As will be described later, in the present embodiment, the heel side and the toe side of the trailing surface S2 effectively act. Therefore, the width W2 of the trailing surface S2 is preferably increased on the toe side and the heel side. From this point of view, it is preferable that the trailing edge E2 is curved so as to be convex toward the face side.

Since the trailing edge E2 that is convexly curved toward the face side increases the toe side and heel side sole width WS, more weight is distributed to these portions. Therefore, the lateral moment of inertia of the head increases. As a result, the left/right blurring of the head hd at the time of impact (the blurring due to the rotation around the axis along the vertical direction) is reduced, and the direction of the hit ball is stabilized. From this viewpoint as well, it is preferable that the trailing edge E2 is curved so as to be convex toward the face side.

When the axis along the vertical direction and passing through the center of gravity of the head is defined as the vertical axis, the lateral moment of inertia is the moment of inertia about the vertical axis.

In the long club 4, since the turning radius of the head hd (the radius of the head track) is large, the moving distance of the head hd during contact with the grass is long. Therefore, in the long club 4, the head trajectory during contact with the turf greatly affects the directionality and flight distance of the hit ball. Due to the curved trailing edge E2 as described above, the toe side and heel side sole width WS is large. Therefore, the contact area with the grass becomes large on the toe side and the heel side. This large contact area functions as a guide when the head hd slides on the grass surface, and stabilizes the head trajectory. As a result, the directionality and flight distance are stable. Since the long club 4 has a large flight distance, the directionality and the stability of the flight distance are particularly important. Considering these points, the trailing edge E2 bent so as to be convex toward the face side is particularly effective in the long club 4. From this point of view, in the first club, the trailing edge E2 is preferably curved so as to be convex toward the face side.

[Effect of tilt angle θ2c]
In this head hd, the inclination angle θ2c is relatively small.
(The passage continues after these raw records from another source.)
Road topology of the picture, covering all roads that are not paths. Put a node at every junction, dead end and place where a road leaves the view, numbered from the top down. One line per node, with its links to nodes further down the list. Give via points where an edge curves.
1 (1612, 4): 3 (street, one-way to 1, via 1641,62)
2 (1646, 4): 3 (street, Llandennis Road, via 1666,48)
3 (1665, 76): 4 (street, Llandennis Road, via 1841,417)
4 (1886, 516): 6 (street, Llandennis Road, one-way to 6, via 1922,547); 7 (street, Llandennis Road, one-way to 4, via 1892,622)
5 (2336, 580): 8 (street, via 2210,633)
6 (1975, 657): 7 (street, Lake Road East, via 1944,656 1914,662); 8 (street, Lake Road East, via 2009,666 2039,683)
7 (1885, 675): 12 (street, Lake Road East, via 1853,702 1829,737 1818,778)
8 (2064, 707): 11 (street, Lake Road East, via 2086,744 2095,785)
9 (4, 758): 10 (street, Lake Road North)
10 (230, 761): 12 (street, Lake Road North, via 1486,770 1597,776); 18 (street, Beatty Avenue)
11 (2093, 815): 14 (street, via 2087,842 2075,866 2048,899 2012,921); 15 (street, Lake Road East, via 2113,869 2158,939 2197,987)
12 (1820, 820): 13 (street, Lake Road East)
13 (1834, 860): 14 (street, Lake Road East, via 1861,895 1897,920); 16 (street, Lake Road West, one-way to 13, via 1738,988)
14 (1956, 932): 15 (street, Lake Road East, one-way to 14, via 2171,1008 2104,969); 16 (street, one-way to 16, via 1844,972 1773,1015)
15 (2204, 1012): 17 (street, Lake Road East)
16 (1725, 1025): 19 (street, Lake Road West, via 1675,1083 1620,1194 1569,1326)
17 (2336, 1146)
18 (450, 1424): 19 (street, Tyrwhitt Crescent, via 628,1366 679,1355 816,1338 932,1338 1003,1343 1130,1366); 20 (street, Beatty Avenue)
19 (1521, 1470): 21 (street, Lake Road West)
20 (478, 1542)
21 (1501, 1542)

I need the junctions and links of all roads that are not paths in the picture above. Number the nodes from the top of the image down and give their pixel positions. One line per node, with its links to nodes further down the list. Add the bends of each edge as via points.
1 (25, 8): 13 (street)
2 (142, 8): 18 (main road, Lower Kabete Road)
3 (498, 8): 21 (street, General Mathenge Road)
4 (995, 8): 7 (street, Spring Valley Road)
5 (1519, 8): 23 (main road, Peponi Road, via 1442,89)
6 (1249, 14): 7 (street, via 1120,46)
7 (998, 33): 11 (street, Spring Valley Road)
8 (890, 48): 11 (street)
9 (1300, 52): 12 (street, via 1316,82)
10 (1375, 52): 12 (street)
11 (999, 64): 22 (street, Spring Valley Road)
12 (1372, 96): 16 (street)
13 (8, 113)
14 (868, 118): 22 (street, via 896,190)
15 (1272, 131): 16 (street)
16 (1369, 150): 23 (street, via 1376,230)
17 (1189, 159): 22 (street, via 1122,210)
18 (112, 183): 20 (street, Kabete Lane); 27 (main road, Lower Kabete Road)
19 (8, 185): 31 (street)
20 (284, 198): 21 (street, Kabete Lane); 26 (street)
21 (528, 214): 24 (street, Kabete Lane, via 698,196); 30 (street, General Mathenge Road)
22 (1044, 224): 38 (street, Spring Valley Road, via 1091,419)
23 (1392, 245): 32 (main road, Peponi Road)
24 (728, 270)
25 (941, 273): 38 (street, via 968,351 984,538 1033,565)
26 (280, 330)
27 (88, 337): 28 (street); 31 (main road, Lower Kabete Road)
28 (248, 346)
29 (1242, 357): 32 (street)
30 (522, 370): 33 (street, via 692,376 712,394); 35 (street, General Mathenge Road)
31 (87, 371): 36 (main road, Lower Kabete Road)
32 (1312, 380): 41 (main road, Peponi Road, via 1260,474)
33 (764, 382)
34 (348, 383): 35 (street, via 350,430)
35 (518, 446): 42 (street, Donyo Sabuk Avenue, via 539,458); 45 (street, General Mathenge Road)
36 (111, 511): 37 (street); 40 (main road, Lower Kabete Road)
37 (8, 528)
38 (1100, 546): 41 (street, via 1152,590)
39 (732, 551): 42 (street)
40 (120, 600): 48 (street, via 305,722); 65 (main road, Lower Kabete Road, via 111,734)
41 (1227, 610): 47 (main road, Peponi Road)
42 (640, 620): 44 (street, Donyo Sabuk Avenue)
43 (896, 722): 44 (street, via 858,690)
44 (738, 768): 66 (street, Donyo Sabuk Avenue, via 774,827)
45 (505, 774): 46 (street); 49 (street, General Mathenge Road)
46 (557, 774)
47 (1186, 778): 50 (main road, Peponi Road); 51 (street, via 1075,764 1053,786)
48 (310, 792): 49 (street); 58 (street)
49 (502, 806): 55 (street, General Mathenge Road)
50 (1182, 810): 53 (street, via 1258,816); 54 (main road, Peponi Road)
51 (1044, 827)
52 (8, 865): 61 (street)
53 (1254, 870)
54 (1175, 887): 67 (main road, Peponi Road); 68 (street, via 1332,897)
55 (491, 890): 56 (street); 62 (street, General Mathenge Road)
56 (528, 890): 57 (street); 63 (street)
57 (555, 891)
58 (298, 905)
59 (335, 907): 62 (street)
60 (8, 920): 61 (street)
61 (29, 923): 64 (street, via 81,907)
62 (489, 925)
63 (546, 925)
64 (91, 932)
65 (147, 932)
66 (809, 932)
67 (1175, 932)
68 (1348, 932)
For this reason, the center portion of the trailing surface S2 is likely to contact the grass. This center portion functions as a guide when the head hd slides on the turf, and the vertical deviation of the head hd is reduced. Therefore, the head trajectory is stable.

[Effect of tilt angle θ2h]
In this head hd, the inclination angle θ2h is relatively large. This inclination angle θ2h contributes to the removal of the sole surface 12 in the lie with the toe raised. With a toe-up lie, the swing path tends to be flat, and for a right-handed golfer, the hit ball tends to fly to the left. In order to correct this, it is effective to swing with the face slightly open. In this case, since the heel side of the sole surface 12 easily slips into the grass, a large resistance may occur on the heel side of the sole surface 12. However, due to the large inclination angle θ2h, the resistance on the heel side is suppressed, and the pull-out performance is improved.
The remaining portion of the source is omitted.